Dr. Nia Imara ’03, a visual artist, advocate for equity in STEM and a John Harvard Distinguished Science Fellow at the Harvard-Smithsonian Center for Astrophysics, returned to Kenyon on April 26 to present some of her recent work. In a packed physics colloquium titled “Before the Stars,” Imara told tales from her research on molecular clouds, also known as stellar nurseries, which are self-gravitating concentrations of gases and dust particles that can accrete to form stars over the course of millions of years of collision and pressure. She shared stunning color telescope images of these stellar nurseries and explained how we can gather information on the physical properties of these clouds to understand how stars are born. Imara, who majored in mathematics and physics at Kenyon and was a member of the Ladies swim team, studies these stellar nurseries to glimpse snapshots of the process of star formation and trace the evolutionary history of our universe from patchy molecular clouds to stars and star clusters to full galaxies like our own Milky Way.
India Kotis ’20, an anthropology major from New York City, interviewed Imara for Lyceum, Kenyon’s student-run literary science magazine, about her career as both an astrophysicist and a visual artist.
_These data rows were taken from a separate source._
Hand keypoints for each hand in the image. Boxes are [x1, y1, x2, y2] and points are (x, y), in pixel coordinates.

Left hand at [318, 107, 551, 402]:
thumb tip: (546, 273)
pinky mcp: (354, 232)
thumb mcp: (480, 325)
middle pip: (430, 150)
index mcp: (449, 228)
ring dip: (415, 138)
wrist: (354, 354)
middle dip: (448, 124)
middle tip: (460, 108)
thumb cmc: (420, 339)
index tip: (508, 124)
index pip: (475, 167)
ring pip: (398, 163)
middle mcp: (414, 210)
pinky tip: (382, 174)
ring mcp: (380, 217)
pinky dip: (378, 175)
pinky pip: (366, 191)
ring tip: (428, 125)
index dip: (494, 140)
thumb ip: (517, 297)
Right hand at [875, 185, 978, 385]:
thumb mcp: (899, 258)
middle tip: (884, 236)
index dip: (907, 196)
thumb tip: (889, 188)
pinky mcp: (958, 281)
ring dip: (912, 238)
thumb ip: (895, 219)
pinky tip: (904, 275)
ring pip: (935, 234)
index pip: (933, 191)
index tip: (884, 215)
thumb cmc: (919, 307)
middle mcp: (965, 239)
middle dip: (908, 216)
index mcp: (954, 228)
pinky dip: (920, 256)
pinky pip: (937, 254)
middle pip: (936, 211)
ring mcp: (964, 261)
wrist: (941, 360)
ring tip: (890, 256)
The interview is excerpted below:
NIA IMARA: I was in high school in my first physics class and pretty much knew from then that physics would be a major part of my life. I remember this teacher, he was a physics teacher, he was so dynamic and he had hair like Albert Einstein, coming to our math class to tell us about his physics class, about how challenging and how fun it would be. I was convinced, and I signed up for the class, and it was probably the first class of the semester when I realized that studying physics would help me find solutions to the questions that I had had for a long time. Questions about the universe, and fate; Questions about the nature of time. I would say that one of the things that keep pulling me back is that sense of having my mind expanded by new discoveries. Personal discoveries for me, both about the orderliness and strangeness of the universe. It’s the strangeness of the universe that has always been my favorite part of physics. It felt good to be challenged then, and it feels good to be challenged now.
INDIA KOTIS: Has studying physics informed the way you live your life at all?
NI: It’s a good question. It’s informed how I think. And I believe how we think informs how we live. So I wouldn’t be able to say in any sort of conscious, or any sort of specific way, how physics has affected how I live my life, other than the very practical things like I went to school for physics and grad school for astrophysics. But in sort of more fundamental ways, I wouldn’t be able to say other than I think my training as a scientist, you know, affects my thinking. And my thinking translates into how I live my life.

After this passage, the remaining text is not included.